**WHAT IS REQUIRED:** Exclude the images and transcribe the entries below precisely.

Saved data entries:
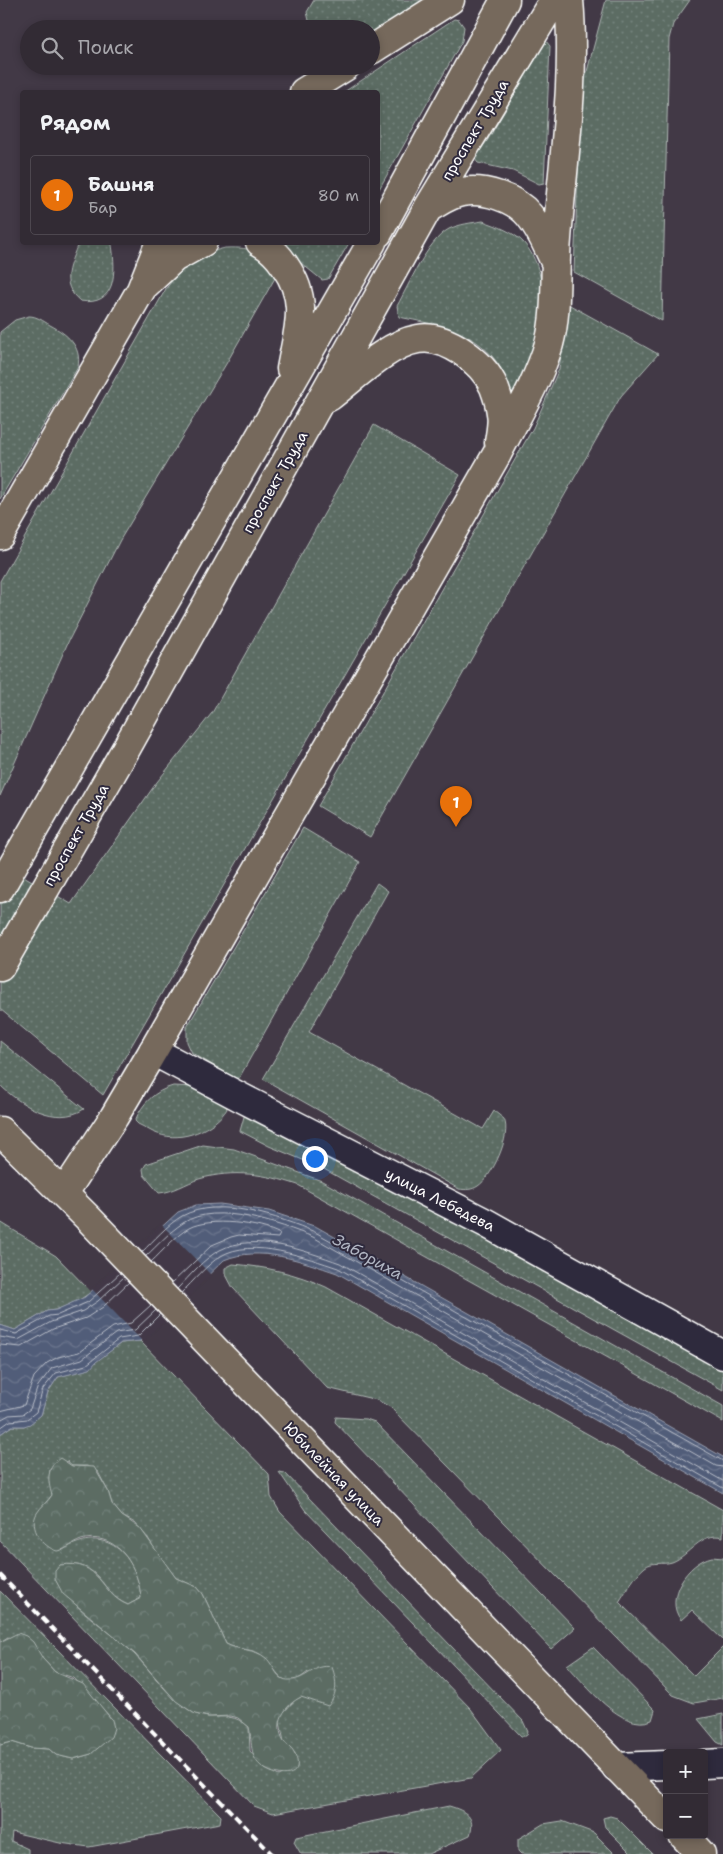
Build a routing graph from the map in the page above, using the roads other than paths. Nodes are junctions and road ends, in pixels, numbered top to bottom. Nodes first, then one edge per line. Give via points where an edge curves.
1 (450, 0) edge
2 (505, 0) edge
3 (554, 0) edge
4 (569, 0) edge
5 (380, 44) edge
6 (331, 75) edge
7 (307, 90) edge
8 (428, 208) junction
9 (380, 229) edge
10 (159, 245) edge
11 (198, 245) edge
12 (264, 245) edge
13 (370, 245) edge
14 (555, 263) junction
15 (141, 290) junction
16 (288, 387) junction
17 (320, 405) junction
18 (497, 454) junction
19 (0, 535) edge
20 (6, 879) edge
21 (0, 967) edge
22 (153, 1051) junction
23 (0, 1131) edge
24 (64, 1193) junction
25 (723, 1355) edge
26 (723, 1763) edge
27 (708, 1764) edge
28 (663, 1766) edge
29 (616, 1767) junction
30 (663, 1815) edge
31 (687, 1839) edge
32 (701, 1854) edge

1 - 5 main road
2 - 9 main road
3 - 8 main road, проспект Труда
4 - 14 main road via 572,38
6 - 7 main road
8 - 14 main road via 464,191 502,197 528,213
8 - 17 main road, проспект Труда
10 - 15 main road
11 - 15 main road via 174,258
12 - 16 main road via 276,253 295,281 301,302
13 - 16 main road
14 - 18 main road via 554,318 548,345
15 - 19 main road
16 - 20 main road
17 - 18 main road via 396,346 418,338 440,340 461,351 494,386 502,415
17 - 21 main road, проспект Труда
18 - 22 main road
22 - 24 main road
22 - 25 street, улица Лебедева via 486,1223
23 - 24 main road, Юбилейная улица
24 - 29 main road, Юбилейная улица
26 - 27 street
28 - 29 street
29 - 30 main road, Юбилейная улица
31 - 32 main road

**EXERCISE RESPONSE:**
Build a routing graph from the map in the page above, using the roads other than paths. Nodes are junctions and road ends, in pixels, numbered top to bottom. Nodes first, then one edge per line. Give via points where an edge curves.
1 (450, 0) edge
2 (505, 0) edge
3 (554, 0) edge
4 (569, 0) edge
5 (380, 44) edge
6 (331, 75) edge
7 (307, 90) edge
8 (428, 208) junction
9 (380, 229) edge
10 (159, 245) edge
11 (198, 245) edge
12 (264, 245) edge
13 (370, 245) edge
14 (555, 263) junction
15 (141, 290) junction
16 (288, 387) junction
17 (320, 405) junction
18 (497, 454) junction
19 (0, 535) edge
20 (6, 879) edge
21 (0, 967) edge
22 (153, 1051) junction
23 (0, 1131) edge
24 (64, 1193) junction
25 (723, 1355) edge
26 (723, 1763) edge
27 (708, 1764) edge
28 (663, 1766) edge
29 (616, 1767) junction
30 (663, 1815) edge
31 (687, 1839) edge
32 (701, 1854) edge

1 - 5 main road
2 - 9 main road
3 - 8 main road, проспект Труда
4 - 14 main road via 572,38
6 - 7 main road
8 - 14 main road via 464,191 502,197 528,213
8 - 17 main road, проспект Труда
10 - 15 main road
11 - 15 main road via 174,258
12 - 16 main road via 276,253 295,281 301,302
13 - 16 main road
14 - 18 main road via 554,318 548,345
15 - 19 main road
16 - 20 main road
17 - 18 main road via 396,346 418,338 440,340 461,351 494,386 502,415
17 - 21 main road, проспект Труда
18 - 22 main road
22 - 24 main road
22 - 25 street, улица Лебедева via 486,1223
23 - 24 main road, Юбилейная улица
24 - 29 main road, Юбилейная улица
26 - 27 street
28 - 29 street
29 - 30 main road, Юбилейная улица
31 - 32 main road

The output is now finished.